* Description of the task *
In the data below, find each line that contains the word "ROUTE" and copy it.

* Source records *
----

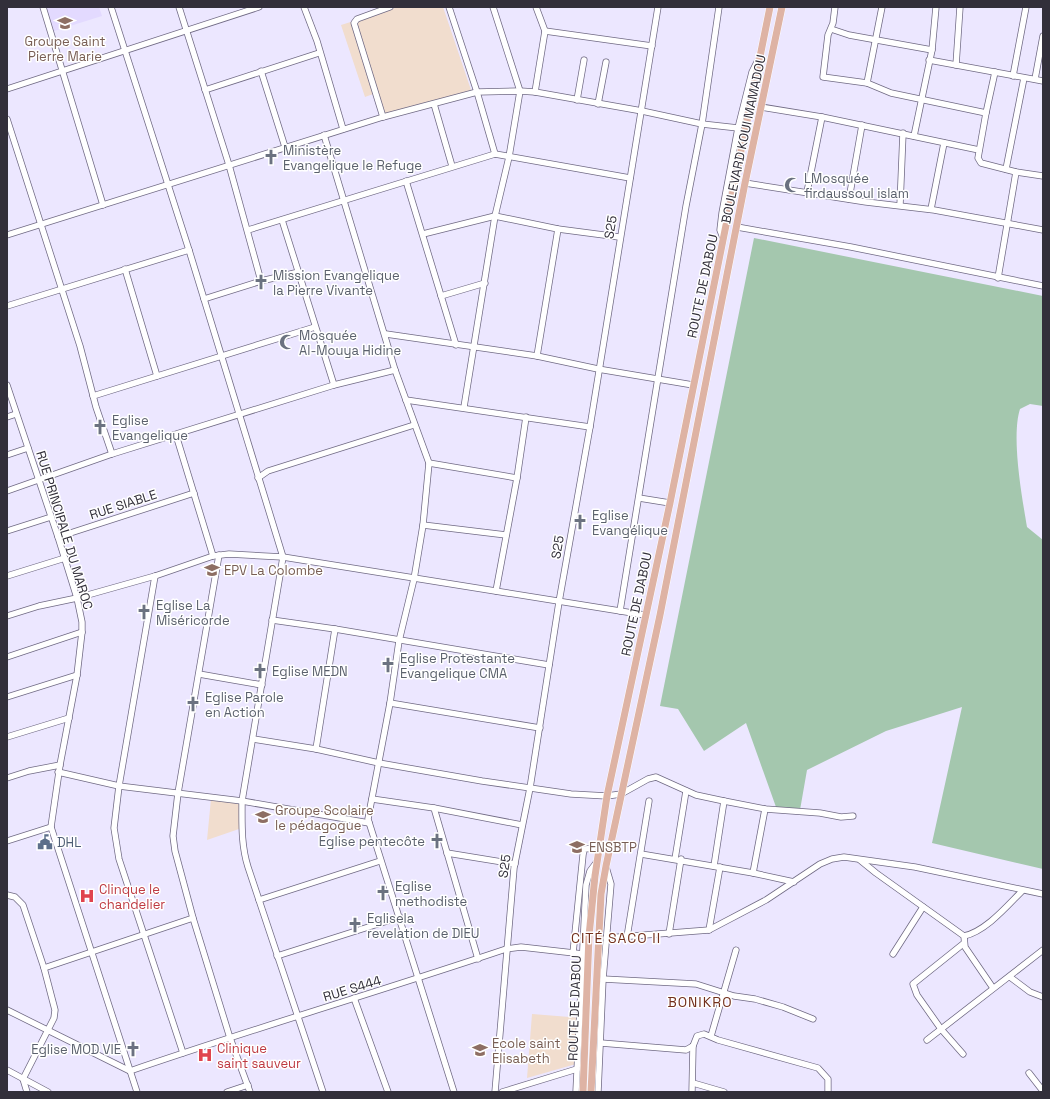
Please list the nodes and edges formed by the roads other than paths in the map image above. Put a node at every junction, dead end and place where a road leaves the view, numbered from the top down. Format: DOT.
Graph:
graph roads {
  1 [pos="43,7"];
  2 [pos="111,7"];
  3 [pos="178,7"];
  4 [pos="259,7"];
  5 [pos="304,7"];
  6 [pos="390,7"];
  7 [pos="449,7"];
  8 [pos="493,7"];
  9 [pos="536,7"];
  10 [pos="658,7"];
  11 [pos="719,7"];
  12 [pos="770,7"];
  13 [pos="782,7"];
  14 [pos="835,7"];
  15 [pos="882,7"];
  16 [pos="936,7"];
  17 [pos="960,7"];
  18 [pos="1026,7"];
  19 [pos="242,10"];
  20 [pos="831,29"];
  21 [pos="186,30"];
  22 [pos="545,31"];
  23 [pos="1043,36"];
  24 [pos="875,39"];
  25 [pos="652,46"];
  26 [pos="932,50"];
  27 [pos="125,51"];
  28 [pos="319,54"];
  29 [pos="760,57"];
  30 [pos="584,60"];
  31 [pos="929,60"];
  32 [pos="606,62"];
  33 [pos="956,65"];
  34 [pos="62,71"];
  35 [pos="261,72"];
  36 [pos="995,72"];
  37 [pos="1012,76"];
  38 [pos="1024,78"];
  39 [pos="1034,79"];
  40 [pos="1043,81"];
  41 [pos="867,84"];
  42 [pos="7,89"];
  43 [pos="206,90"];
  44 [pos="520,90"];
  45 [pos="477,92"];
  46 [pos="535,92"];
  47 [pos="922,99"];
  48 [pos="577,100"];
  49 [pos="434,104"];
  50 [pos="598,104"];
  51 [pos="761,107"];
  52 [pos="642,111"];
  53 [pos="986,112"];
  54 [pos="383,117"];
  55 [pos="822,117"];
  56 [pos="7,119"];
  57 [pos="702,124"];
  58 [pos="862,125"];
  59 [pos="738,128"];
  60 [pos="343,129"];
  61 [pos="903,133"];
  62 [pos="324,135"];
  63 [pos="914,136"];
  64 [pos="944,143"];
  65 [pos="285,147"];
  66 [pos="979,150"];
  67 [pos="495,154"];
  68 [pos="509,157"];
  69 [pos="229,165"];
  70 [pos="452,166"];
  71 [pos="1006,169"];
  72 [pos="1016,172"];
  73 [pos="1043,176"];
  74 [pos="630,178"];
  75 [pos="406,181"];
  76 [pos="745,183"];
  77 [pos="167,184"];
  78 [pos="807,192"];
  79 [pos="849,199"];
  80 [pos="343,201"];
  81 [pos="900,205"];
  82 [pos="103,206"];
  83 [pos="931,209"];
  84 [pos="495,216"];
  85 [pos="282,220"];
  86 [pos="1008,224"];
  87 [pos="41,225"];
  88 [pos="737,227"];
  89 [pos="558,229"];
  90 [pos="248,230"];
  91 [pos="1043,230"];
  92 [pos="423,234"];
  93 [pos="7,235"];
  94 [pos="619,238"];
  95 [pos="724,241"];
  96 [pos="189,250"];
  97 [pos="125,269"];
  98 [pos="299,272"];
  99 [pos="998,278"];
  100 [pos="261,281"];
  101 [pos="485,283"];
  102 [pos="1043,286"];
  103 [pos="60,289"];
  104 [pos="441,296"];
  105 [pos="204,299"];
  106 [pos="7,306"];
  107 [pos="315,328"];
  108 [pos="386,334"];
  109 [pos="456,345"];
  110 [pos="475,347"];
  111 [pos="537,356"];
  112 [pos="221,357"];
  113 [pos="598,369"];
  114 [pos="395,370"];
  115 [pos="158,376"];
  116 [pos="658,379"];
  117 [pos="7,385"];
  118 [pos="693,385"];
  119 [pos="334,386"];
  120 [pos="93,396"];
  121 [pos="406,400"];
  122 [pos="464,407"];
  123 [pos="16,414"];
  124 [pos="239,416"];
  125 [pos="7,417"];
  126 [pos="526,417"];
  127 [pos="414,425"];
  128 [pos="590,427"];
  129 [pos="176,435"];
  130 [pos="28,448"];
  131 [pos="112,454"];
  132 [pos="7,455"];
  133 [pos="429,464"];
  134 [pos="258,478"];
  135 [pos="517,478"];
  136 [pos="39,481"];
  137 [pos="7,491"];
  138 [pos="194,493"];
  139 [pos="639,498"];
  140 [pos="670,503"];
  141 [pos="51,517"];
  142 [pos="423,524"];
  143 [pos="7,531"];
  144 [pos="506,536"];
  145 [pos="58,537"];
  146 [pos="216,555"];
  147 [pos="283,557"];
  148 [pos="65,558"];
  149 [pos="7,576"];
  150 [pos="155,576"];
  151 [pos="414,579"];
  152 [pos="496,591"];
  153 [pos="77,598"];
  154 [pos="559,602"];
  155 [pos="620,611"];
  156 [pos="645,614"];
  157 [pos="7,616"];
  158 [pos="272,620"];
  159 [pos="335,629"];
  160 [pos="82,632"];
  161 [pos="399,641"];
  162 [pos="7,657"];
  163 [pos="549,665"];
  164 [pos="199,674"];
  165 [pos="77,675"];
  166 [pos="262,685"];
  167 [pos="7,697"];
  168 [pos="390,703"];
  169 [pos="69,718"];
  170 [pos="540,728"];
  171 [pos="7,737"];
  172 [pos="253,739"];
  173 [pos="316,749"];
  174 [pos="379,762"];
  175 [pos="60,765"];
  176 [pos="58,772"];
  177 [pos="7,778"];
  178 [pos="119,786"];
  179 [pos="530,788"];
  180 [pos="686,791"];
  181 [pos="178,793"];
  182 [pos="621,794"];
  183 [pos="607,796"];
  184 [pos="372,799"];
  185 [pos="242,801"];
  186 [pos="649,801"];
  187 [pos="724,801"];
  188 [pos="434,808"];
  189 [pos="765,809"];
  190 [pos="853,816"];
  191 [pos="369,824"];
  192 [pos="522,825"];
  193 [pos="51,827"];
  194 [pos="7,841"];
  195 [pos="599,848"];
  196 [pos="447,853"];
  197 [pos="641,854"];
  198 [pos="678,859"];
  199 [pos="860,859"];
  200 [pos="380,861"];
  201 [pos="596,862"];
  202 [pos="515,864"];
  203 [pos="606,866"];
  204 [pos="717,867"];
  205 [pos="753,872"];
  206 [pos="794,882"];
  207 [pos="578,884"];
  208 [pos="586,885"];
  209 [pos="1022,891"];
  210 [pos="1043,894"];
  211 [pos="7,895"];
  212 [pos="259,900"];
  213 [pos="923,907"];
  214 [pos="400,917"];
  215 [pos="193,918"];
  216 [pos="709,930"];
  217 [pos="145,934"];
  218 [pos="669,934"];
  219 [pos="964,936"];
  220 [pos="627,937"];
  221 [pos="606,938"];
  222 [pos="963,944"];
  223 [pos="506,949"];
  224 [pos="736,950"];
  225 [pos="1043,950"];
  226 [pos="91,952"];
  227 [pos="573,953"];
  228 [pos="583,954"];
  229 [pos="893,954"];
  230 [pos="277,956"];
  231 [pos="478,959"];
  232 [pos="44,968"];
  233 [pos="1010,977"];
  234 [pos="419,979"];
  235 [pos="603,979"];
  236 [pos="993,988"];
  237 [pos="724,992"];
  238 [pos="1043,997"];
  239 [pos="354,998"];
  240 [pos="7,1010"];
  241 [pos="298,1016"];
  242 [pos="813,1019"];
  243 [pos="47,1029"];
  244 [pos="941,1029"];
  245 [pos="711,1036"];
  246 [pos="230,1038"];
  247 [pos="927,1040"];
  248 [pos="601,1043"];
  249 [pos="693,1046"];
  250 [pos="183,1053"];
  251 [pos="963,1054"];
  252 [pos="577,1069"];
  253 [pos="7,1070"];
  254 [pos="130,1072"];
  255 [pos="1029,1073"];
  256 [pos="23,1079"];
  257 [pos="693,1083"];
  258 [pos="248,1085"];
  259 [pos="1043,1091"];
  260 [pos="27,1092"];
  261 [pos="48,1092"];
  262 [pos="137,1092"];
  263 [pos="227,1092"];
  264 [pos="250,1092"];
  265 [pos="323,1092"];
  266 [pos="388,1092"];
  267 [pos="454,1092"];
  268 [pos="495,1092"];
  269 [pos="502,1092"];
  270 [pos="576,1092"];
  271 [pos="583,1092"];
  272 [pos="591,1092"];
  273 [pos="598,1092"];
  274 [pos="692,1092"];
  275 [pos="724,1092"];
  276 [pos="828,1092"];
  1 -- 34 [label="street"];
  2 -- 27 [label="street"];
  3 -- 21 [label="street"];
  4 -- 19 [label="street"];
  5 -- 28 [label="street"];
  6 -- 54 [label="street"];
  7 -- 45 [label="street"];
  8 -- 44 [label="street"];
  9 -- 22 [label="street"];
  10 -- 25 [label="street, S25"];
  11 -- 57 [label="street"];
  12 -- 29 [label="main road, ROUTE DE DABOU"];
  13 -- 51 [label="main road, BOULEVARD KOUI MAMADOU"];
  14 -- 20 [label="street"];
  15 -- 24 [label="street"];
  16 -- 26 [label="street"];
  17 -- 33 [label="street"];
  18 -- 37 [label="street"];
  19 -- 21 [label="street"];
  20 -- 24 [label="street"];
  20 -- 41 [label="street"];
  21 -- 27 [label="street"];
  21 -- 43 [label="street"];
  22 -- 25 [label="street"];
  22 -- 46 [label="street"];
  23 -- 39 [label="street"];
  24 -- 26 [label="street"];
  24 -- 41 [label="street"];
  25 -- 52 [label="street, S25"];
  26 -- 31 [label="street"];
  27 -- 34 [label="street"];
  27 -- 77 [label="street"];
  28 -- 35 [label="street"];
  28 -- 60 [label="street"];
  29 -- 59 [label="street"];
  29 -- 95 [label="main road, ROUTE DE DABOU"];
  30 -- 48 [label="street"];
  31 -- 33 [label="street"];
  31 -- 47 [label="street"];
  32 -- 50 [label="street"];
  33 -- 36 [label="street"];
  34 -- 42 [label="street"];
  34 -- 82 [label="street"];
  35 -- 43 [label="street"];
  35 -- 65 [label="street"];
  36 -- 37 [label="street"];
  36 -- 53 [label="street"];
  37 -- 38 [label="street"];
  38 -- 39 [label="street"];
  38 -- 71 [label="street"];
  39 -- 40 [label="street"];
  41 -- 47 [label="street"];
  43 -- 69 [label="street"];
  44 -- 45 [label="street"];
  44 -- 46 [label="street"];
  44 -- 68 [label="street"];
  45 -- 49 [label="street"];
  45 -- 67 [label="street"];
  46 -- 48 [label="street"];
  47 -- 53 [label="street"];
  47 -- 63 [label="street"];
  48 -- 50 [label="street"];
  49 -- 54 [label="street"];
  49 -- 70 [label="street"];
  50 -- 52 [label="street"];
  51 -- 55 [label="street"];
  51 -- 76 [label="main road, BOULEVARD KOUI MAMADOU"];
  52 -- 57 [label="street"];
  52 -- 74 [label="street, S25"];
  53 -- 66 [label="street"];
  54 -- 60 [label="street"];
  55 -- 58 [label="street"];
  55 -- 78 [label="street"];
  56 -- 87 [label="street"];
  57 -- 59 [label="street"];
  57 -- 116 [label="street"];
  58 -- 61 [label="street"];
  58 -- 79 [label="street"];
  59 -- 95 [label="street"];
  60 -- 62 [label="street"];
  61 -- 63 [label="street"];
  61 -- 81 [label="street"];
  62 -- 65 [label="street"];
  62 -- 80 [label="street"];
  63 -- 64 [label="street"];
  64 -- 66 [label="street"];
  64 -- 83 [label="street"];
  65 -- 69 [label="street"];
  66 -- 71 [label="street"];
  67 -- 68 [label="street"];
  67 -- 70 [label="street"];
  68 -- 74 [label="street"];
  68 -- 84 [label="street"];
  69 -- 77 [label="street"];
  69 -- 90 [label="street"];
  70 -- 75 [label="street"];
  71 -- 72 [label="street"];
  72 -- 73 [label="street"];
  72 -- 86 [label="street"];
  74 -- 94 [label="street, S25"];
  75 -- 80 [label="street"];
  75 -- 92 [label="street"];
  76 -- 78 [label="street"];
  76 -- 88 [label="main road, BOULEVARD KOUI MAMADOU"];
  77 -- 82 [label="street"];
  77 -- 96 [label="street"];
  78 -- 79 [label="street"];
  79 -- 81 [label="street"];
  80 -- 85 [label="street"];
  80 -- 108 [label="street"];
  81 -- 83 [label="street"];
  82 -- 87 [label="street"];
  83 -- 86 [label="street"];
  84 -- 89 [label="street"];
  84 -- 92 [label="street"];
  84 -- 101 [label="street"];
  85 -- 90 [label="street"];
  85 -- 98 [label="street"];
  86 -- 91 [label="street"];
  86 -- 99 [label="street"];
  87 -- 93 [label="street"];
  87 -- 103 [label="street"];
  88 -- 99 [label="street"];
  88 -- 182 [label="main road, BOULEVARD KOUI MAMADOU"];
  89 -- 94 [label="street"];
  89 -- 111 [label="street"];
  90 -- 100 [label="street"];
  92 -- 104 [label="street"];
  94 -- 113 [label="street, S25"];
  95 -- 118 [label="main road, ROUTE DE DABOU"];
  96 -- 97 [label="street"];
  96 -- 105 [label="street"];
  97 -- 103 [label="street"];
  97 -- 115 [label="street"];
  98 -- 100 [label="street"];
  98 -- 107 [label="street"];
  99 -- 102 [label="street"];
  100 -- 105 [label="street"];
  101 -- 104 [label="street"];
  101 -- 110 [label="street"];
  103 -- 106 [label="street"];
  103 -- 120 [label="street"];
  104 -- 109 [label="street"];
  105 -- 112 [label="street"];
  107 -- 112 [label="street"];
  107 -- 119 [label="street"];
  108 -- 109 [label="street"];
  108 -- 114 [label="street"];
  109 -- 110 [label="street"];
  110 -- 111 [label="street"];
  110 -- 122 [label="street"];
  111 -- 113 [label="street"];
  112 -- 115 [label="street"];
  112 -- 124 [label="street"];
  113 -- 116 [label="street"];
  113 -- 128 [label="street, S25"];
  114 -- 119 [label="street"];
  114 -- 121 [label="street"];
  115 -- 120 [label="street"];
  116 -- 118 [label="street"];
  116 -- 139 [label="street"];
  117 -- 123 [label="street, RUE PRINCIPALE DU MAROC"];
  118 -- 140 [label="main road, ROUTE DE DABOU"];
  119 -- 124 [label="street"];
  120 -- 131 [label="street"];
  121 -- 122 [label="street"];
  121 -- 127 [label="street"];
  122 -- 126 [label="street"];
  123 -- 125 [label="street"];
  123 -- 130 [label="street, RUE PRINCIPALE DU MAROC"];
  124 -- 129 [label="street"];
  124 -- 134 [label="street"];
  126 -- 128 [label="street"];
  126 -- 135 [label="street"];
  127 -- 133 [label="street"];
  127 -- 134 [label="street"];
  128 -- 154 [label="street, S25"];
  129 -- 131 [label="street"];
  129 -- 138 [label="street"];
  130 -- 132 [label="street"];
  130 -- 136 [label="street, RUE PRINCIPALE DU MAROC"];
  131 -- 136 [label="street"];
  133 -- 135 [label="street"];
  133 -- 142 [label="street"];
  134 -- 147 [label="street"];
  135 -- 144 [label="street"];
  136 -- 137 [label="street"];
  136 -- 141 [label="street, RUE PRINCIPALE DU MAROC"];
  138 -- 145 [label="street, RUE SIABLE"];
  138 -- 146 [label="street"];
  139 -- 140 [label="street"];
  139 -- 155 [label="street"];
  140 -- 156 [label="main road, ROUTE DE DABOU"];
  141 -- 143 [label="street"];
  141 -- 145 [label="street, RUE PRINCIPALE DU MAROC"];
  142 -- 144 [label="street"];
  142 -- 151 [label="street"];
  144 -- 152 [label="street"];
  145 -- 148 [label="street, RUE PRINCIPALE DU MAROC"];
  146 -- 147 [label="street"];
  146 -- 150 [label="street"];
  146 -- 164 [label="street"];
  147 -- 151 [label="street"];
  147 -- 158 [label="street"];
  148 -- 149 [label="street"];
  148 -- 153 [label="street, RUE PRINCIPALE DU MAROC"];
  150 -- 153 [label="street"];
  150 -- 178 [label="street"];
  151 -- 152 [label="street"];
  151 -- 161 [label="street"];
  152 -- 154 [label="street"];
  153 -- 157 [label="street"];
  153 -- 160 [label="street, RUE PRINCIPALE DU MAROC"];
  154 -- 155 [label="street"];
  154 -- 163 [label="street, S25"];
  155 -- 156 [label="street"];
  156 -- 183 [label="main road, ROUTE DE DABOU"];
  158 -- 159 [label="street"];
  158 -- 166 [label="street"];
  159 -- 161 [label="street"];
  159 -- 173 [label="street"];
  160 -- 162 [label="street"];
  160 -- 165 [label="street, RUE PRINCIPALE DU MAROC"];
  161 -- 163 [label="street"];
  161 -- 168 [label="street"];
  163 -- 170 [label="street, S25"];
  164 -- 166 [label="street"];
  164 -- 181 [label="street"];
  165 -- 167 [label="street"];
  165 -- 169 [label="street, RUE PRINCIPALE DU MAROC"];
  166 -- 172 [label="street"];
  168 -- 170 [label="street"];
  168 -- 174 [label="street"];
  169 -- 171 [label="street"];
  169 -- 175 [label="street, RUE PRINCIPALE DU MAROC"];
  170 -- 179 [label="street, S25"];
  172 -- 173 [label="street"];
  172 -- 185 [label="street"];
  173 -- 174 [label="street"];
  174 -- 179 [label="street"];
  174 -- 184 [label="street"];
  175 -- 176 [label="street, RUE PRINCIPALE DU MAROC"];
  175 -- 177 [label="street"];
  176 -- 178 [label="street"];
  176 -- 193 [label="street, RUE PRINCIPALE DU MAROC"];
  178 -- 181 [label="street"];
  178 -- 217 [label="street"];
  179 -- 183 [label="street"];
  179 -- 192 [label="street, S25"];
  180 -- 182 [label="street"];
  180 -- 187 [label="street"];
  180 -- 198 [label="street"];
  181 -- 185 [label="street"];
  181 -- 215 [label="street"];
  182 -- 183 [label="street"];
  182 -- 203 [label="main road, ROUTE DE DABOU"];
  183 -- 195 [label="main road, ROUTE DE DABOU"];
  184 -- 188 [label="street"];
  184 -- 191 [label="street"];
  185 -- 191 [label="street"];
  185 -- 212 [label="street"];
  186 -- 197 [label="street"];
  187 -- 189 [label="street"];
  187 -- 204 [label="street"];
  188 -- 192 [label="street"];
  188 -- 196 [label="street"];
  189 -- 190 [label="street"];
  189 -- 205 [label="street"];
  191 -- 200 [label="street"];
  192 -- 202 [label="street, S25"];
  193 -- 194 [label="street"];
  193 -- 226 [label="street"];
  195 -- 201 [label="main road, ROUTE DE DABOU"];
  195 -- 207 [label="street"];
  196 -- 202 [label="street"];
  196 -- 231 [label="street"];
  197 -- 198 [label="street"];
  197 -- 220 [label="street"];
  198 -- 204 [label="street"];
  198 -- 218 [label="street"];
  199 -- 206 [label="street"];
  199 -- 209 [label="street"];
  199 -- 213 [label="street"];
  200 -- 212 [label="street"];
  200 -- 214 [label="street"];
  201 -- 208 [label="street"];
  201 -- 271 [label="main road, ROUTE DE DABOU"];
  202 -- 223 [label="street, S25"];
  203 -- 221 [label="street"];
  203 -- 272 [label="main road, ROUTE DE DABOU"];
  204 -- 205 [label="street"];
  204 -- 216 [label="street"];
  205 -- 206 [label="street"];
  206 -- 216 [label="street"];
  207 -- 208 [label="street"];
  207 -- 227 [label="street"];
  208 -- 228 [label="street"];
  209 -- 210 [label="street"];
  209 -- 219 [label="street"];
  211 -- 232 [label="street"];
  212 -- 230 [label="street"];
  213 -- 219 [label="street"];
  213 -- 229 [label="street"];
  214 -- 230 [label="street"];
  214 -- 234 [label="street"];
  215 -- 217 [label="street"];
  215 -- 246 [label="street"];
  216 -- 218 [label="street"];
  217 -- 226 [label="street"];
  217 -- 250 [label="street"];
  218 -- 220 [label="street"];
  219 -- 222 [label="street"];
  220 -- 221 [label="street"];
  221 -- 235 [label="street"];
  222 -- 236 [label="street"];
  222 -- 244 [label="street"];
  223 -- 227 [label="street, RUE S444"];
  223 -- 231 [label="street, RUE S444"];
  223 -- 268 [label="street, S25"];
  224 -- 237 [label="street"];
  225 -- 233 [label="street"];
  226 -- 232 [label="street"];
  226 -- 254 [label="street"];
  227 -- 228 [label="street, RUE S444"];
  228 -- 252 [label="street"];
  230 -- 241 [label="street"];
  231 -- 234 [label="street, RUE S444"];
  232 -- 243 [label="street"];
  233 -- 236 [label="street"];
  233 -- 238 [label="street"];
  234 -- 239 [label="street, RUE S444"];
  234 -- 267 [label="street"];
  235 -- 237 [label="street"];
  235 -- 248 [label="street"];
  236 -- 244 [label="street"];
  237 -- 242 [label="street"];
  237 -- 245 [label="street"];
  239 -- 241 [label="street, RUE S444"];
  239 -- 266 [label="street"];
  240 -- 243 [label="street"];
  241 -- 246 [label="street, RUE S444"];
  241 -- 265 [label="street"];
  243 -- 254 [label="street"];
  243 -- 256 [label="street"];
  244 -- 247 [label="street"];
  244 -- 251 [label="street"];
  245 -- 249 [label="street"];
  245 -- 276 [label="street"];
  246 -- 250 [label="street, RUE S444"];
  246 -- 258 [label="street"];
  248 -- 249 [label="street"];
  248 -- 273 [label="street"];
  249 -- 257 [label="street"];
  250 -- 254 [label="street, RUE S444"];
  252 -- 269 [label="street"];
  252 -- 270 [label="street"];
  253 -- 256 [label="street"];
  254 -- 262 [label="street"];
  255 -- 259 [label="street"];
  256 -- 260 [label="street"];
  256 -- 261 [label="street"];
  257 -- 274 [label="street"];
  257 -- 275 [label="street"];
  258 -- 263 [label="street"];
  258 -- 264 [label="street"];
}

----

* Worked solution *
  12 -- 29 [label="main road, ROUTE DE DABOU"];
  29 -- 95 [label="main road, ROUTE DE DABOU"];
  95 -- 118 [label="main road, ROUTE DE DABOU"];
  118 -- 140 [label="main road, ROUTE DE DABOU"];
  140 -- 156 [label="main road, ROUTE DE DABOU"];
  156 -- 183 [label="main road, ROUTE DE DABOU"];
  182 -- 203 [label="main road, ROUTE DE DABOU"];
  183 -- 195 [label="main road, ROUTE DE DABOU"];
  195 -- 201 [label="main road, ROUTE DE DABOU"];
  201 -- 271 [label="main road, ROUTE DE DABOU"];
  203 -- 272 [label="main road, ROUTE DE DABOU"];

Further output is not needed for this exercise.